How to get deep linking to work in Electron, on Linux

Background

I've been working on an Electron app. The front end's all done with React, making it very convenient for us React front end guys. We wanted to implement a feature where you could open a link elsewhere on the computer - sent via messenger or whatever - and it'd open on the computer. I'm developing this on Ubuntu so I'm implementing it there first. Turns out it wasn't super straight forwards.

In the end, the key components were this:

To get Linux to be okay with handling your custom protocol (app-name://) you need to add something to your package.json file, that will get turned into a .desktop file later.

"linux": {
      "category": "Utility",
      "target": "deb",
      "mimeTypes": [
        "x-scheme-handler/app-name"
      ],
      "desktop": {
        "exec": "app-name %U"
      }
    },

the x-scheme-handler allows the computer to read the protocol app-name:// the exec command means when the link is clicked, the app will be opened.
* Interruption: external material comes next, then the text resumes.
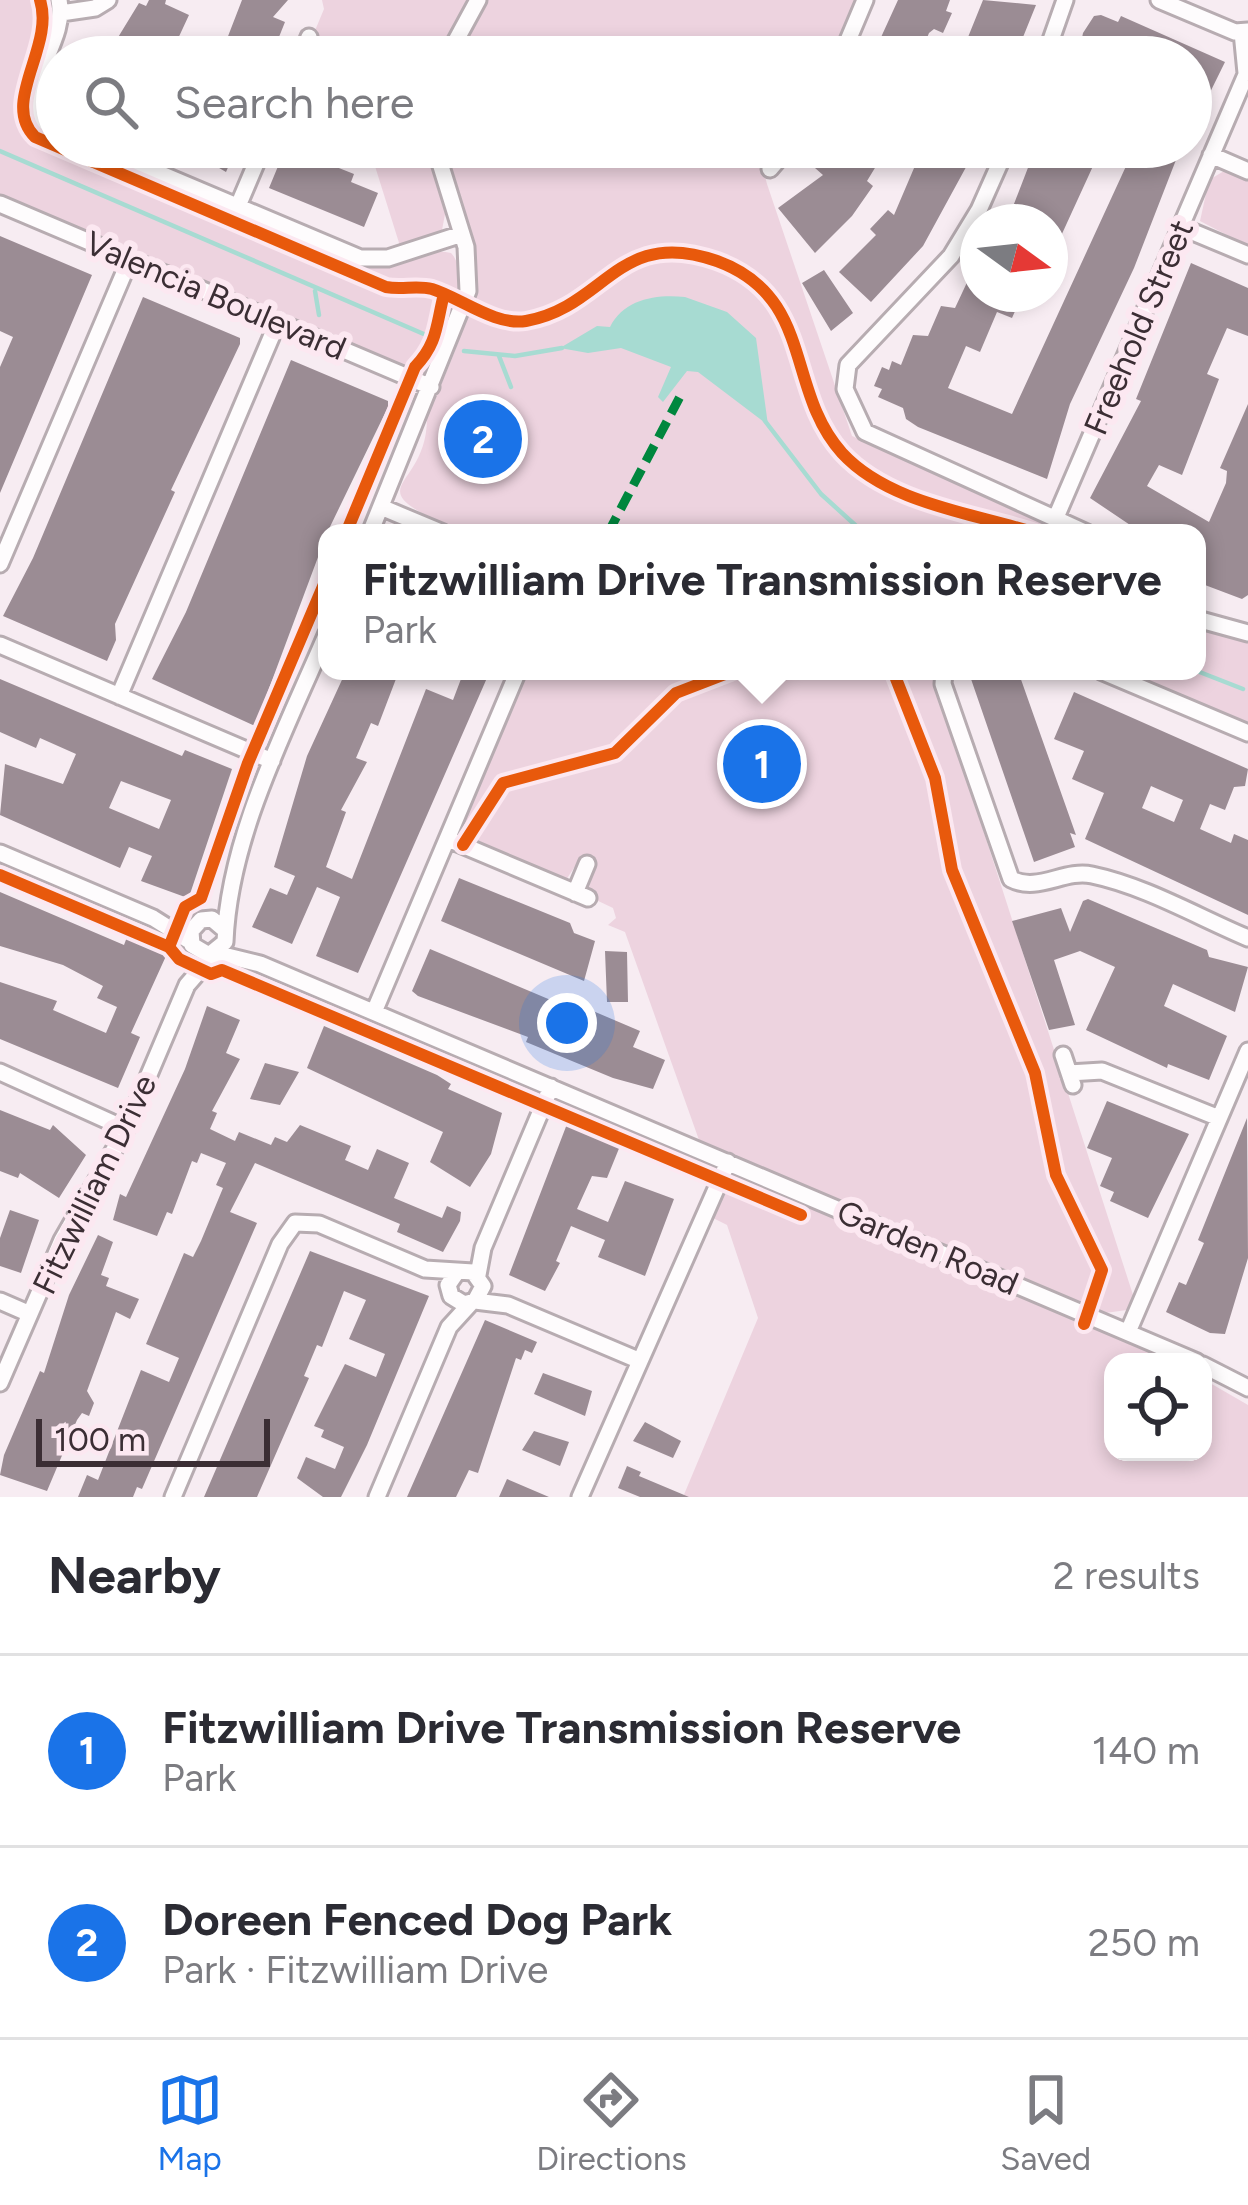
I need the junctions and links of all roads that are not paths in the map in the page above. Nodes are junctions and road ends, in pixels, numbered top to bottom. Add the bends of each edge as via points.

The %U is an array that will contain the URL, the rest of your link, passed in as arguments.

At this point, the app should open, but it's unaware of the URL.

To get the app to read the arguments, you can use process.argv. In the main file (main.js or index.ts)

 if (process.platform !== "darwin") {
      console.log(
        `Start up with file: ${process.argv}`,
      );
      if (process.argv.length > 1) {
        mainWindow.webContents.send("send-share-link", {
          targetLink: process.argv[1].split("app-name://")[1],
        });
      }
    }

Where mainWindow.webContents.send is called, this is firing an event that can be listened for in the main app process. Give the event a good name (send-share-link) and put the argument in an object (targetLink:)

At this point, an event is fired but we need a listener for it.

In our project, we use ipcRenderer, which is intended to provide extra security by limiting ways that can access Electron's processes.

  listenToDeepLink: (fn: any) => {
    ipcRenderer.on("send-share-link", (e, ...args) => fn(...args));
  },

Now the event has the name 'listenToDeepLink' inside the app.

In our renderer file, we have a component called AppProvider that provides all of the event listeners. If you don't have an AppProvider component in your project, this may go in the renderer file.

const { api } = window;

...

api.listenToDeepLink((data) => {
      if (data.targetLink) {
        history.push("/" + data.targetLink);
      }
    });

This establishes what will happen when this event is fired. React-router-dom's useHistory is used to push users onto the page.

At this point, the app can be opened with a link. To handle links whilst the app is already opened:

Back in the main file:

const singleInstanceLock = app.requestSingleInstanceLock();

if (!singleInstanceLock) {
  app.quit();
} else {
  app.on("second-instance", (_, argv) => {
    console.log(`Instance lock triggered`);
    if (argv.length > 1) {
      // Only try this if there is an argv (might be redundant)
      if (process.platform == "win32" || process.platform === "linux") {
        try {
          console.log(
            `Direct link to file - SUCCESS: ${argv[1]}`,
          );
          mainWindow.webContents.send("send-share-link", {
            targetLink: argv[1].split("app-name://")[1],
          });
        } catch {
          console.log(
            `Direct link to file - FAILED: ${argv[1]}`,
          );
        }
      }
    }
  });
}

singleInstanceLock prevents a second window from opening, but you can also use it to perform actions when a second window is requested. We can actually use the `app.on("second-instance") flag, which correctly reads the argvs, to send the event we made.